In 2010 MDA began to change the show. Along with Jerry Lewis and Tony Olando, my family and I were relieved of our duties with the MDA Telethon as a new direction was being taken. And while I will admit it stung, it didn’t upset me because I knew the cause would continue on and I’d still be doing my part through Rock Against Dystrophy.

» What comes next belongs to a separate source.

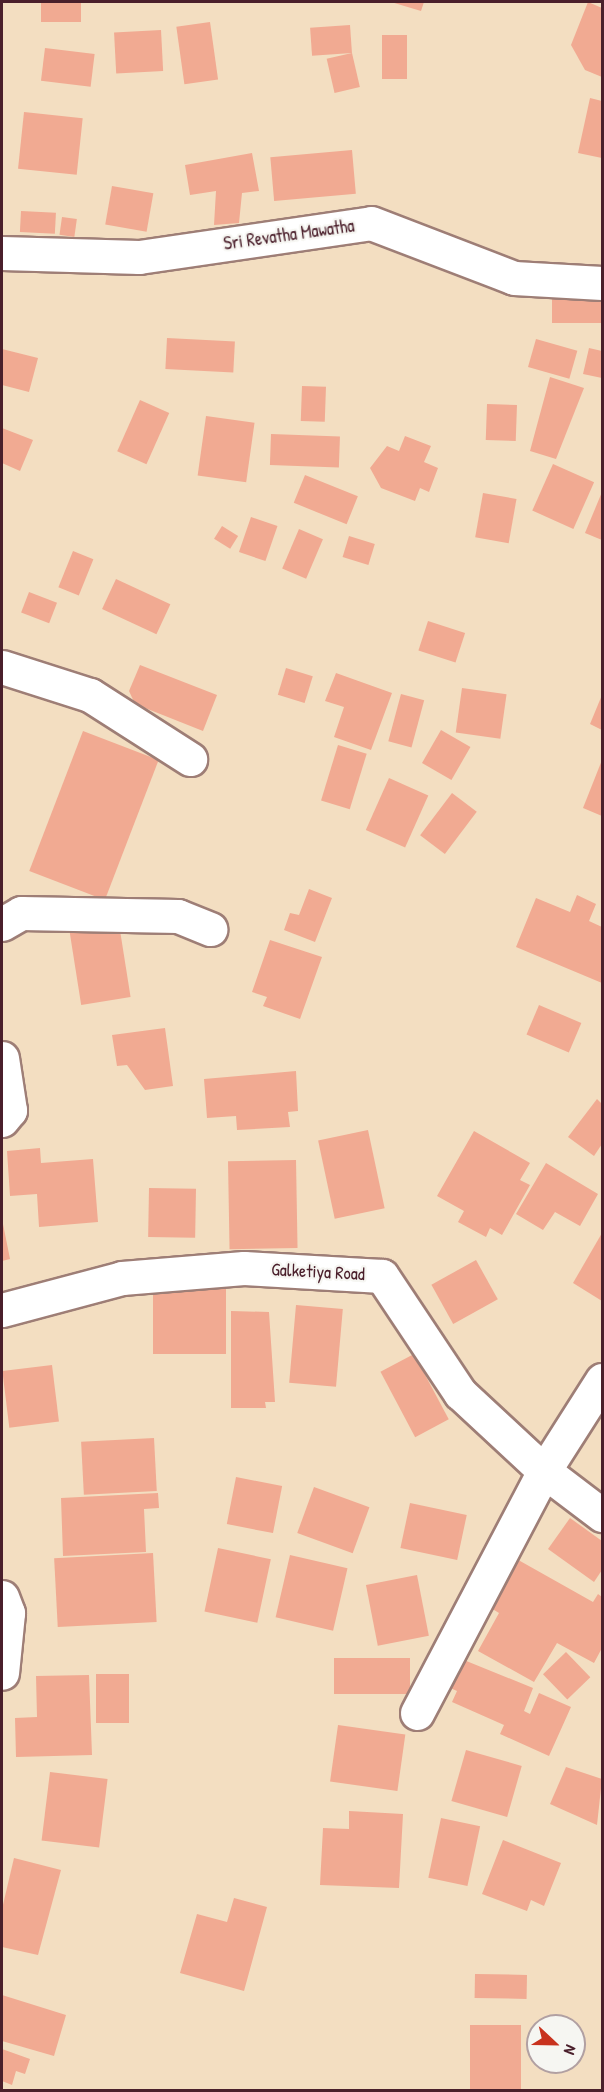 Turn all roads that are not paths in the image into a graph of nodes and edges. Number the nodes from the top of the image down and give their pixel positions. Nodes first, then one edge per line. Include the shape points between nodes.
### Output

Now the MDA Telethon is completely gone and I’m reading tons of concerns about MDA‘s future. And here’s some truths. Yes, MDA is not the big fundraiser it once was. Why you ask? Because other charities have formed for various reason claiming they are the ones to donate to and they’re the best researchers and helpers. Those other charities working against MDA towards the same goal has hurt MDA. Plus times are changing and a TV fundraiser, 22-hours or 2-hours, just doesn’t carry the weight it once did and is increasingly growing in expense to produce.
So how do we move on?
First is support MDA directly by donating through their website. Second is only donate to charities who say their proceeds go to benefit MDA, like Rock Against Dystrophy. No matter what you read or hear from other charities the truth is that the Muscular Dystrophy Association is still the leader in research and receives NO government aid. Lastly, spread the word whether it’s verbally or on social media. Keep telling people of all ages about MDA and encourage them to donate, even $1 can be the difference.
As long as I’m still rockin this Earth I will continue my support of MDA. The lights may have faded on the MDA Telethon for the last time but the fight to find a cure goes on and we must keep our lights on until that cure is found.